Вошли Беккер и Холльайзен, не постучав, они разложили на столе совещательной комнаты фотографии. Через некоторое время уже вся группа стояла вокруг стола. Куница Манфред Пенк был забыт.


— Первая партия фотографий относится, вероятно, к новогодним прыжкам с трамплина, — сказал Холльайзен. — Фотографии ВИП-ложи, прилегающих подъездных путей, но также и фотографии фитнес-центра «Оазис здоровья», где мы были, и связанные с этим фотографии лазерного аппарата. Вторая партия фотографий — это ландшафтные снимки, все из окрестности Шленггерер-Хютте, которая находится недалеко от вершины Остерфельдеркопф.

— Шленггерер-Хютте, никогда не слышал. Что это за изба?

— Эксклюзивный ресторан на высоте тысяча метров, вход только для суперважных персон. Нечто похожее на ВИП-салон на лыжном стадионе, просто там не так холодно. И потом еще третья партия фотографий нижней опоры канатной дороги Эйбзе, которая ведет на вершину Цугшпитце.

— И больше ничего? Никаких фотографий Шахена, дома старушки Крайтмайер, американского гарнизона? Или дома цитриста?

— Нет, ничего подобного.

— Во всяком случае, фотографии были для него крайне важными, — сказала Николь, — настолько важными, что он даже хотел меня вырубить, когда я потребовала положить фотоаппарат на землю.

Все замолчали и задумались. Никто ничего не мог понять из фотографий.

— Ах, вот что я забыл, — сказал Холльайзен. — Есть одна фотография с людьми. Одна-единственная.

Он порылся в куче и достал наконец портретный снимок загорелого и спортивного мужчины лет шестидесяти.

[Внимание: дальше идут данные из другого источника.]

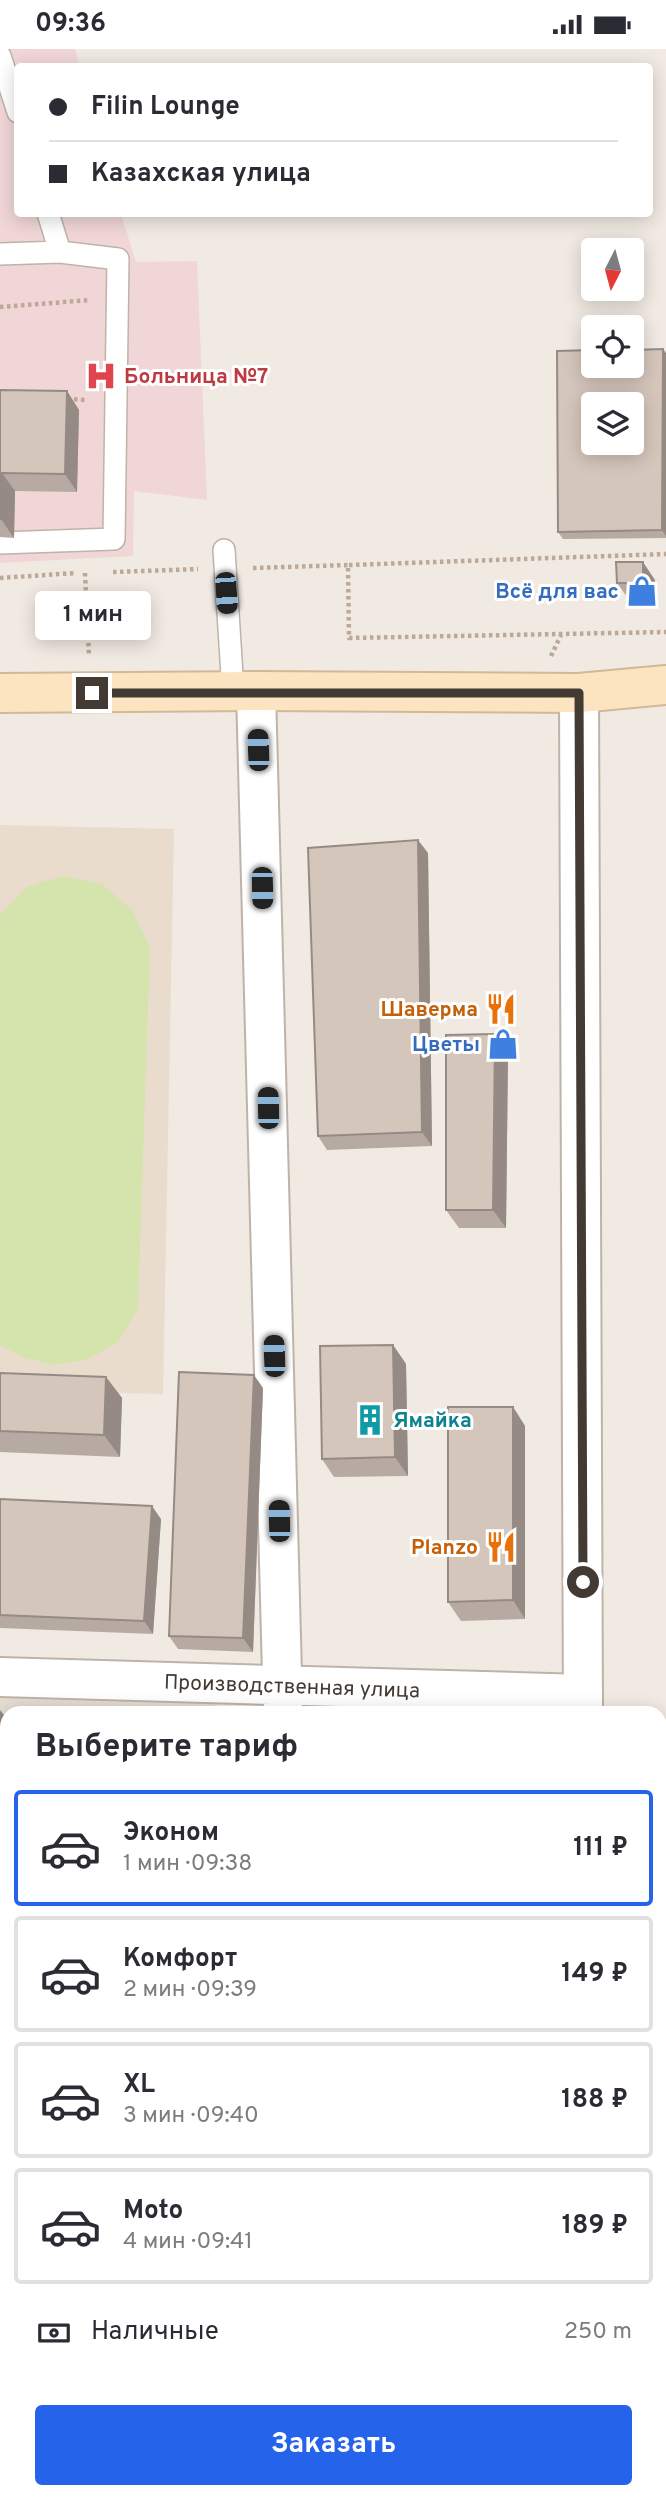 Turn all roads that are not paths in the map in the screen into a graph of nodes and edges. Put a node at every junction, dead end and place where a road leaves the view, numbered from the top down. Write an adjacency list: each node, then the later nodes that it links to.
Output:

— Кто это? — спросил Еннервайн.

— Вы его не знаете? Это же Жак Рогге, президент МОК. Один из суперважных. Он отвечает за решения о месте проведения Олимпийских игр.


И в головах завертелось, замелькали мысли, сейчас серые клетки мозгов членов группы заработали, и, наконец, они посмотрели друг на друга, и то один, то другой жадно хватали воздух. Никто ничего не говорил, каждый пытался установить взаимосвязи. Каждый судорожно размышлял, что тут было разложено на столе: документация совершенного покушения, затем планирование следующего покушения. Общее связывающее звено: Жак Рогге. Только вершина канатной дороги не совсем вписывалась в картину. Тем не менее сигналы тревоги пронзительно завыли. Каждый знал, что сейчас нужно было предпринимать.

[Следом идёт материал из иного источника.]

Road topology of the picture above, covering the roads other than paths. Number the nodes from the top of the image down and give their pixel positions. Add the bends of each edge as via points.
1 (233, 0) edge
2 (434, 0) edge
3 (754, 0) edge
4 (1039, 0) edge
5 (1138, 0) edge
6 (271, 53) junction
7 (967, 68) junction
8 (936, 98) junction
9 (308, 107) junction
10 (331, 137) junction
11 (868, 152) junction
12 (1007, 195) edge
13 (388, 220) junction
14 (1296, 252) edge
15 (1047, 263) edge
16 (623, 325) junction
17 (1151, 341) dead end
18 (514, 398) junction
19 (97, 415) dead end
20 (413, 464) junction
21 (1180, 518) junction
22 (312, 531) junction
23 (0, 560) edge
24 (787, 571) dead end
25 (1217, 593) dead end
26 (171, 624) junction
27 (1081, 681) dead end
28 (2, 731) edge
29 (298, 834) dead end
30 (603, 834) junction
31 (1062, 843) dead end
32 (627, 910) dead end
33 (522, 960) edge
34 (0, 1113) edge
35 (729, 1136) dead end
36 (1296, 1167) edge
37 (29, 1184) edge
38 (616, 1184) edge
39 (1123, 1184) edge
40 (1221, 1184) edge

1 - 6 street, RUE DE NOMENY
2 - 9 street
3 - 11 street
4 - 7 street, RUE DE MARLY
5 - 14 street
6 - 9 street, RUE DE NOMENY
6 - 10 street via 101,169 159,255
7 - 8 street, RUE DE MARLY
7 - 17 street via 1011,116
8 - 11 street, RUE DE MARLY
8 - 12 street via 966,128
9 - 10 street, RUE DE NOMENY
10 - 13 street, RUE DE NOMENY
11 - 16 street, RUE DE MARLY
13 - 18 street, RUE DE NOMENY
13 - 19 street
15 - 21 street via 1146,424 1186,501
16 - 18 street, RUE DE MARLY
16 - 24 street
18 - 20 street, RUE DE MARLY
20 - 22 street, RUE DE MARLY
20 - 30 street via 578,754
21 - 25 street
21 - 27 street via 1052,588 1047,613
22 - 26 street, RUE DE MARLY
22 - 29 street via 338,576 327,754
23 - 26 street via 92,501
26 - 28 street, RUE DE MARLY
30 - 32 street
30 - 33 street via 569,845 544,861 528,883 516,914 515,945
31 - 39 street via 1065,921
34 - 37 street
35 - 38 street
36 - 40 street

— Мы разделимся, — вдруг сказал Еннервайн. — Штенгеле, вы пойдете с Холльайзеном и Николь к этой опоре и посмотрите там все. Мария и Остлер, вы пойдете со мной к этой избе. Как она называется? Да, Шленггерер-Хютте.

— Но сегодня тут у нас кое-что происходит, — сказал Холльайзен.

— А что?

— Я полагаю, что несколько крупных спортивных деятелей смотрят новую спортивную дисциплину парапланеризм.

— Да, возможно, и так.


Небо было уже усеяно цветными парапланами, Еннервайну пришлось, наверное, две тысячи раз показывать свое служебное удостоверение, пока он не оказался в зале ресторана Шленггерер-Хютте, в котором наливали Frozen Strawberry Margaritas («Маргариту» с мороженой клубникой) и Singapur Sling (сингапурский слинг). Взгляд вокруг: нигде нет Рогге.

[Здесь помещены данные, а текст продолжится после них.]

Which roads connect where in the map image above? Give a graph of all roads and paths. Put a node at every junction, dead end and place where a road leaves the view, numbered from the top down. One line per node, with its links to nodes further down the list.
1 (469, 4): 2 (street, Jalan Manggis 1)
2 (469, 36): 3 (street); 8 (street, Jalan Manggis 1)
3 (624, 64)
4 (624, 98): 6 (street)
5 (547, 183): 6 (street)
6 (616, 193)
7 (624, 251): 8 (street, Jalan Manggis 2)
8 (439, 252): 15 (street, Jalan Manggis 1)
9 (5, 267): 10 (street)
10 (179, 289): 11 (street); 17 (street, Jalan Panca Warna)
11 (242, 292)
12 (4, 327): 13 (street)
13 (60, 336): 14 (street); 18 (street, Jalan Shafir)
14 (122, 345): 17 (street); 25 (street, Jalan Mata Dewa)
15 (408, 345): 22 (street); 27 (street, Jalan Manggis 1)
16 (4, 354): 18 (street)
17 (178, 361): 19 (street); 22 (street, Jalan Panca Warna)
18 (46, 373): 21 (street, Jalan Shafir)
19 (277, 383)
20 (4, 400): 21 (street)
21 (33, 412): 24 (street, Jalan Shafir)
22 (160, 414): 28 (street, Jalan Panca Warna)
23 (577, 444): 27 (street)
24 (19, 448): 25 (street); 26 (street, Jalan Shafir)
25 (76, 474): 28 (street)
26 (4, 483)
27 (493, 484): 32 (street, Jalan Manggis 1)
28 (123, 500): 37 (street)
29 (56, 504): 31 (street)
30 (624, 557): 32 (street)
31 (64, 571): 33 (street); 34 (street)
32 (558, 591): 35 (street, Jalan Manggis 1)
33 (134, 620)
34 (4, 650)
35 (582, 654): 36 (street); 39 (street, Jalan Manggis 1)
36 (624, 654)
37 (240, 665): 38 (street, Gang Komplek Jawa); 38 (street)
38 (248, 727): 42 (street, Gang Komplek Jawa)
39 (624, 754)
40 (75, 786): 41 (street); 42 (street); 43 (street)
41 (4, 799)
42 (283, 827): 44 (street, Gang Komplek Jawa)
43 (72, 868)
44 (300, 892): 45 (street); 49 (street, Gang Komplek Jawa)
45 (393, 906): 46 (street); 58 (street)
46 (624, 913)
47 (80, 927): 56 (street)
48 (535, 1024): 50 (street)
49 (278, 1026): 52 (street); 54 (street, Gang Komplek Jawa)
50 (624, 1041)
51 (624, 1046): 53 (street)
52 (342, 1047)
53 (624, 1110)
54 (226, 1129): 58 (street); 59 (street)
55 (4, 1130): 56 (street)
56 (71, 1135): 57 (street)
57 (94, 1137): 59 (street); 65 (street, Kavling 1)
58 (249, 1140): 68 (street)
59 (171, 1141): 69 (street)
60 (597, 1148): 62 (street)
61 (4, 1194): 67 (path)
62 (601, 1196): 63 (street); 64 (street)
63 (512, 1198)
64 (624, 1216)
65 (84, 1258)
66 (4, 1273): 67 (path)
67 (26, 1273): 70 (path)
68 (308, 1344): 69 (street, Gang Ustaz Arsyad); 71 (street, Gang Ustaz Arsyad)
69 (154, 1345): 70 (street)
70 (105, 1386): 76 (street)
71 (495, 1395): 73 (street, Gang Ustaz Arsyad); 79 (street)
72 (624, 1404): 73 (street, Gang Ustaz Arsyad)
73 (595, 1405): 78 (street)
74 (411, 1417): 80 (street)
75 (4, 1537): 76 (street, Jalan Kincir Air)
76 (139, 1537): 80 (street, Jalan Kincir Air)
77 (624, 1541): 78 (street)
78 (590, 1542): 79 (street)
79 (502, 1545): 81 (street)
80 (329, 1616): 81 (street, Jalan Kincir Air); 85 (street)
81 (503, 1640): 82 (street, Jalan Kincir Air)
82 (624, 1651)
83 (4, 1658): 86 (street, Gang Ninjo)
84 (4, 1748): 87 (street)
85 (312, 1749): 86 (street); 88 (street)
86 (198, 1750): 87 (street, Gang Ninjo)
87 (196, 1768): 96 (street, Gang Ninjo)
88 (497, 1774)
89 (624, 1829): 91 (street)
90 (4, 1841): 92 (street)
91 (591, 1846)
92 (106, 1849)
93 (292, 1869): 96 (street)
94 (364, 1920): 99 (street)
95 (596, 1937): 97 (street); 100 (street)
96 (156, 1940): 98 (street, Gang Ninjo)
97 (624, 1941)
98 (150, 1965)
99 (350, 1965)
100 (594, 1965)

— Опять вы? — услышал он от нескольких телохранителей и от нескольких видных личностей.

— Уголовная полиция. Промедление опасно, — сказал он одному бугаистого вида сотруднику безопасности, который перекрыл ему дорогу. — Где Рогге?

— Снаружи, на террасе. Но вы сейчас не можете…

Еннервайн мог. Он шел через зал ресторана. Многие знаменитости из предстоящих новых сериалов, спортсмены, спортивные комментаторы, бывшие спортсмены, бывшие спортивные комментаторы были увлечены беседой, показательные полеты на улице почти никто не смотрел. Это Рогге и без того решал самостоятельно. Военный парапланеризм, какая ерунда! Некоторые поднимали угрюмый взгляд от тарелок с семгой, когда приближались полицейские. Снаружи на террасе: также нет Рогге. Никто не знал, куда пошел президент МОК. Еннервайн посмотрел высоко в небо: нашествие цветных парапланов. А как удобно было бы оттуда сверху выстрелить вниз из снайперской винтовки! Небольшое решетчатое заграждение, которое вело с террасы, препятствием не было.

— Продолжайте искать Рогге здесь, — сказал Еннервайн остальным, — не забудьте туалеты и кладовки.

Для дальнейших указаний не осталось времени. Еннервайн перескочил через маленькое заграждение, откуда дорожка вела к маленькой избушке. Пригорок, холмик, расстояние около пятисот метров. Он мчался изо всех сил. Пятьсот метров рывком и потом еще в гору. Уже на половине пути он еле дышал. Подбежав поближе, он увидел, что это была закусочная, которая привлекла несколько десятков туристов, желавших тоже посмотреть шоу военного парапланеризма. У многих в руках была какая-то еда.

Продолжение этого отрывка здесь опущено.